A short life of the author
Bernhard Schlink (b. 6 July 1944) is a German novelist and retired law professor whose The Reader (Der Vorleser, 1995) became one of the most widely read and debated German novels of the postwar era — a book that made the question of how the children and grandchildren of the Nazi generation should relate to their parents’ crimes into an intimate, deeply personal narrative that reached millions of readers worldwide. Before The Reader, Schlink was known primarily as a legal scholar and judge, and as the author of a successful series of detective novels featuring the private investigator Georg Selb. The novel’s extraordinary commercial success — over ten million copies sold, translations into more than forty languages, a 2008 film adaptation starring Kate Winslet that won the Academy Award for Best Picture — made Schlink the most internationally visible German novelist since Günter Grass.
Life and Career
Schlink was born in Bielefeld in the Ruhr region, the son of a Protestant theology professor. He grew up in Heidelberg and studied law at the universities of Heidelberg and Berlin. He became a professor of public law and legal philosophy, and served as a judge on the Constitutional Court of the state of North Rhine-Westphalia — a career that gave him an insider’s understanding of how legal systems process (and fail to process) historical guilt.
His first published fiction was the Selb detective trilogy — Selbs Justiz (1987, with Walter Popp), Selbs Betrug (1992), and Selbs Mord (2001) — featuring Georg Selb, an aging private detective in Mannheim who was a prosecutor during the Third Reich. The series uses the detective genre to explore how Germans of the war generation live with their complicity — Selb is both sympathetic and morally compromised, and each novel forces him to confront crimes (his own and others’) that postwar German society has agreed to forget.
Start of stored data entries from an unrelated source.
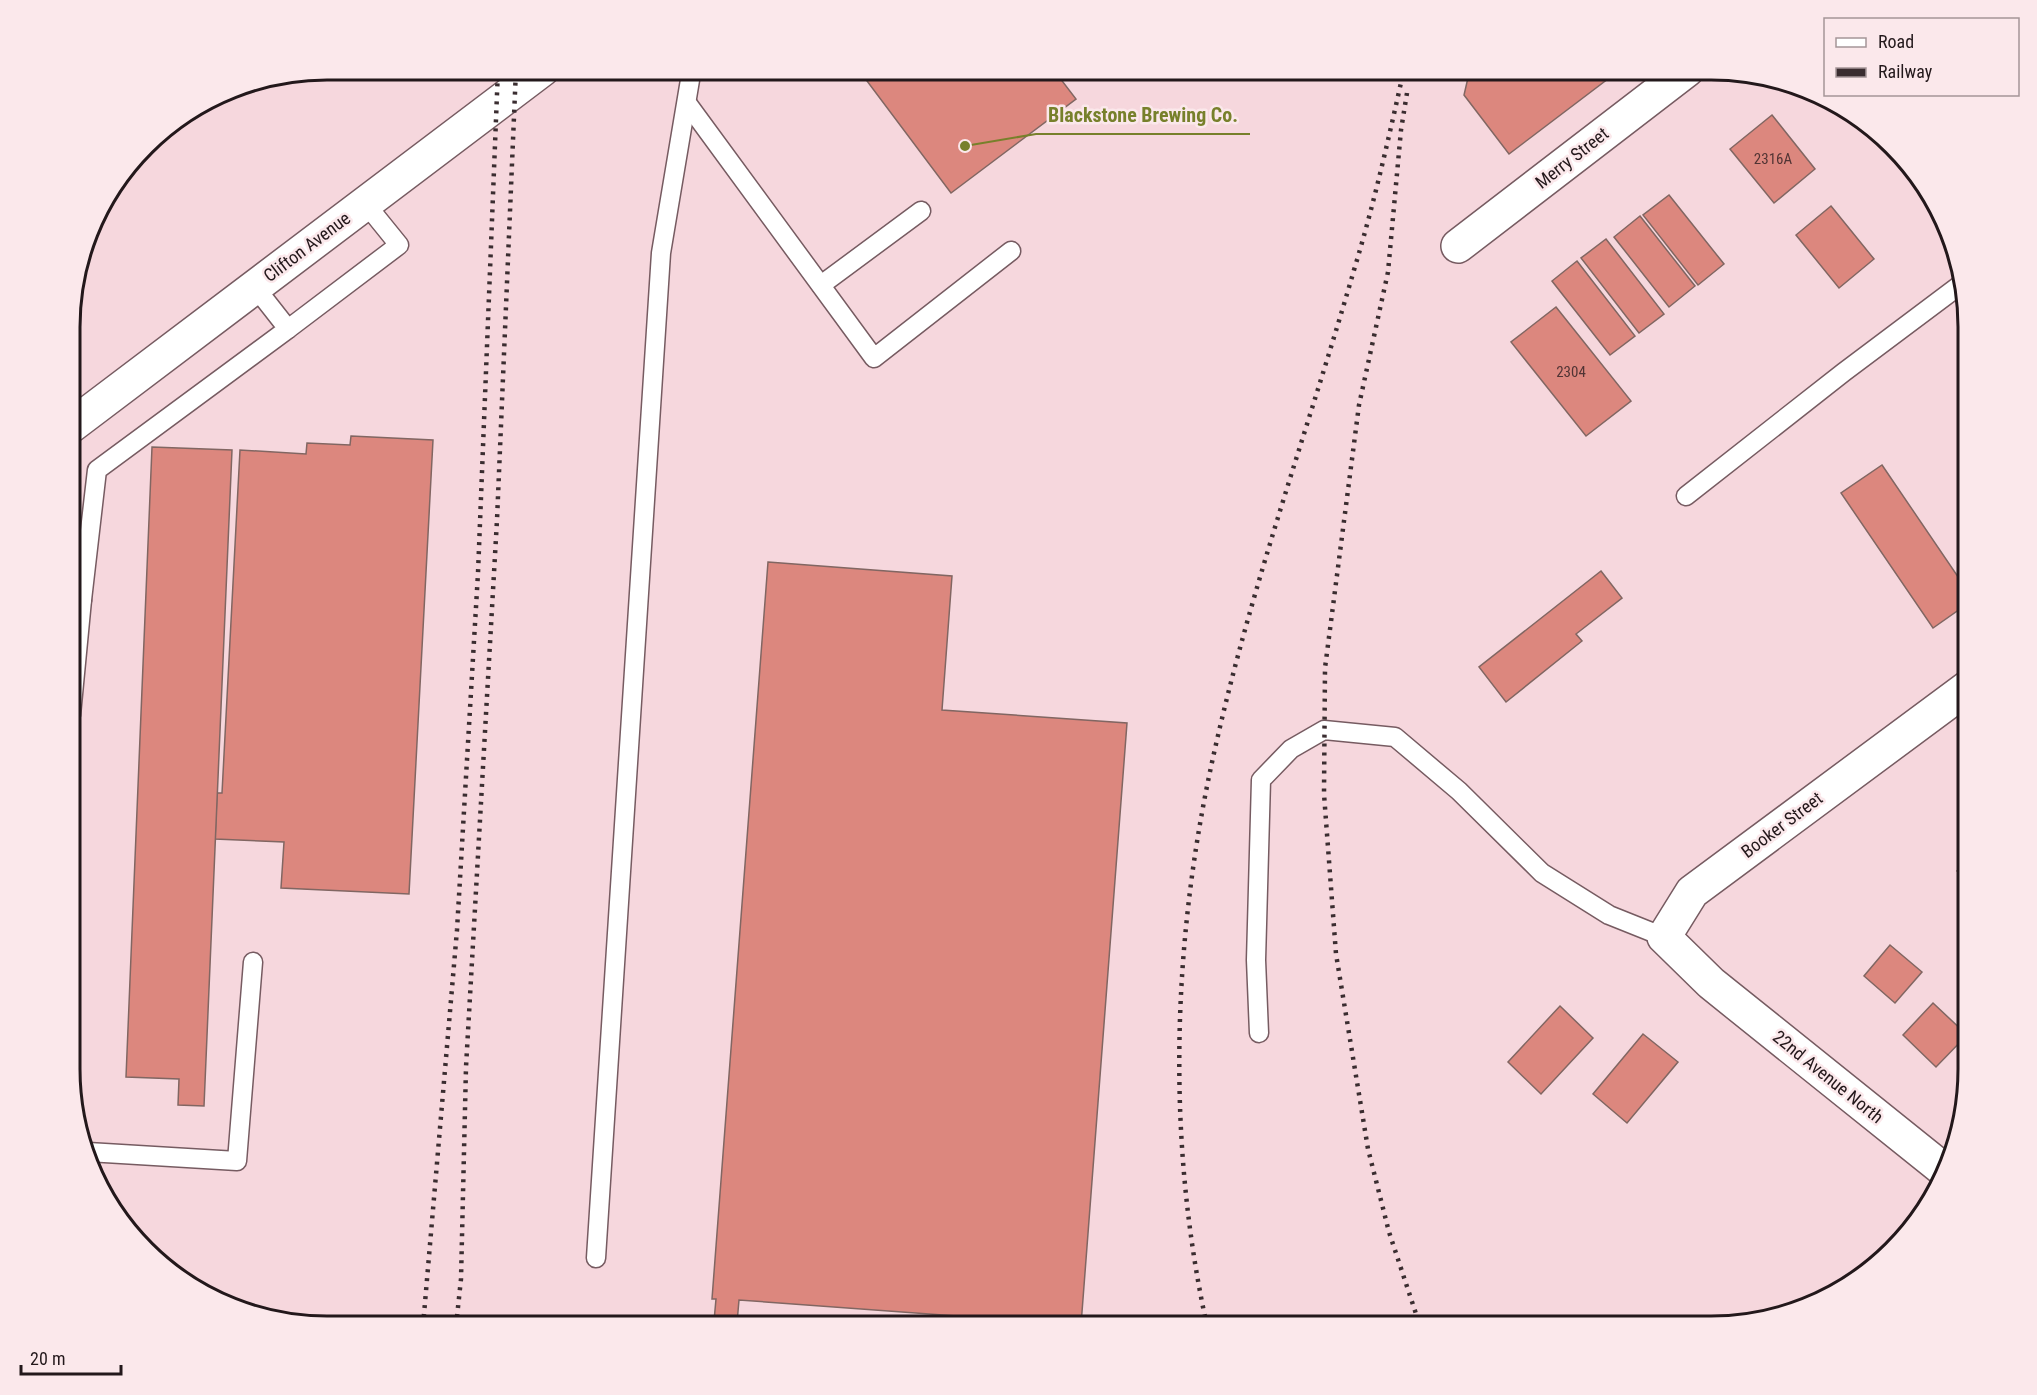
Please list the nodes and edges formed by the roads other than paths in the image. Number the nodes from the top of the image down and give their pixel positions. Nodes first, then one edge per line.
1 (528, 80) edge
2 (689, 80) edge
3 (1673, 80) edge
4 (687, 103) junction
5 (365, 203) junction
6 (921, 211) dead end
7 (1458, 246) dead end
8 (1011, 251) dead end
9 (821, 285) junction
10 (255, 287) junction
11 (1954, 289) edge
12 (288, 329) junction
13 (80, 419) edge
14 (1686, 496) dead end
15 (80, 580) edge
16 (1958, 695) edge
17 (1664, 937) junction
18 (253, 962) dead end
19 (1259, 1033) dead end
20 (94, 1152) edge
21 (1938, 1165) edge
22 (596, 1258) dead end

1 - 5 street, Clifton Avenue
2 - 4 lane
3 - 7 street, Merry Street
4 - 9 lane
4 - 22 lane
5 - 10 street, Clifton Avenue
5 - 12 lane
6 - 9 lane
8 - 9 lane
10 - 12 lane
10 - 13 street, Clifton Avenue
11 - 14 lane
12 - 15 lane
16 - 17 street, Booker Street
17 - 19 lane
17 - 21 street, 22nd Avenue North
18 - 20 lane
Der Vorleser (The Reader, 1995) is a short, deceptively simple novel in three parts. In the first, Michael Berg, a fifteen-year-old boy in Heidelberg in 1958, begins a sexual relationship with Hanna Schmitz, a thirty-six-year-old tram conductor. Before and after sex, she asks him to read aloud to her — Homer, Tolstoy, Chekhov — and the reading becomes as intimate as the sex. In the second part, Michael is a law student attending the trial of women accused of being guards at a Nazi concentration camp sub-camp, and Hanna is among the defendants. In the third, Michael confronts his own complicity: his love for Hanna and his knowledge of her crimes are inseparable, and the novel argues that this inseparability is the condition of every postwar German who inherited an intimate relationship with the perpetrator generation.
The novel’s most discussed formal device is the revelation that Hanna is illiterate — a fact that explains her desire to be read to, her inability to defend herself at trial, and her acceptance of a harsher sentence than she deserves. Critics have debated whether Hanna’s illiteracy is a metaphor for the moral blindness of the perpetrators, an explanation that generates inappropriate sympathy, or a structural device that forces the reader to confront their own desire to find mitigating circumstances for historical evil. Cynthia Ozick and others attacked the novel for aestheticizing Holocaust guilt; defenders argued that Schlink’s achievement was precisely in making the reader feel the seductiveness of forgiveness without endorsing it.
The 2008 film, directed by Stephen Daldry and starring Kate Winslet (who won the Academy Award for Best Actress) and Ralph Fiennes, brought the novel to an even wider audience.
Schlink’s subsequent fiction has not matched The Reader’s impact but has continued its themes. Flights of Love (2000) was a story collection about relationships burdened by the past. Homecoming (2006) — about a man searching for his father’s identity through a manuscript from the 1940s — was his most ambitious post-Reader novel. The Woman on the Stairs (2016) and Olga (2018) — about a German woman whose life spans from the Kaiserreich to reunification — continued his examination of how German history shapes private lives.
Themes and Style
Schlink writes about guilt, memory, and the impossibility of clean moral positions — particularly for Germans born after the war who must live with the knowledge that their parents’ generation committed atrocities. His prose is characteristically spare and direct — influenced by the legal writing that was his primary professional mode — and his novels move with a clarity and economy unusual in German literary fiction.
His treatment of sex and power in The Reader — the older woman, the younger boy, the erotics of reading aloud — has generated criticism that he aestheticizes domination, but it has also been defended as an honest rendering of how intimacy complicates moral judgment.
Critical Standing
The Reader is one of the most commercially successful and critically debated German novels since The Tin Drum. Its place in the canon of Holocaust literature remains contested, but its cultural impact — as the book that brought the question of inherited German guilt to tens of millions of non-German readers — is undeniable.
Key Works
- The Reader (Der Vorleser, 1995)
- Selbs Justiz (1987)
- Olga (2018)
- Homecoming (2006)
Collecting Schlink
Der Vorleser (1995, Diogenes Verlag, Zurich) — the German first edition is a small, elegant paperback. Fine copies bring $30–$80. The English translation (1997, Pantheon, New York) brings $15–$40 in first edition. Kate Winslet’s Oscar increased demand.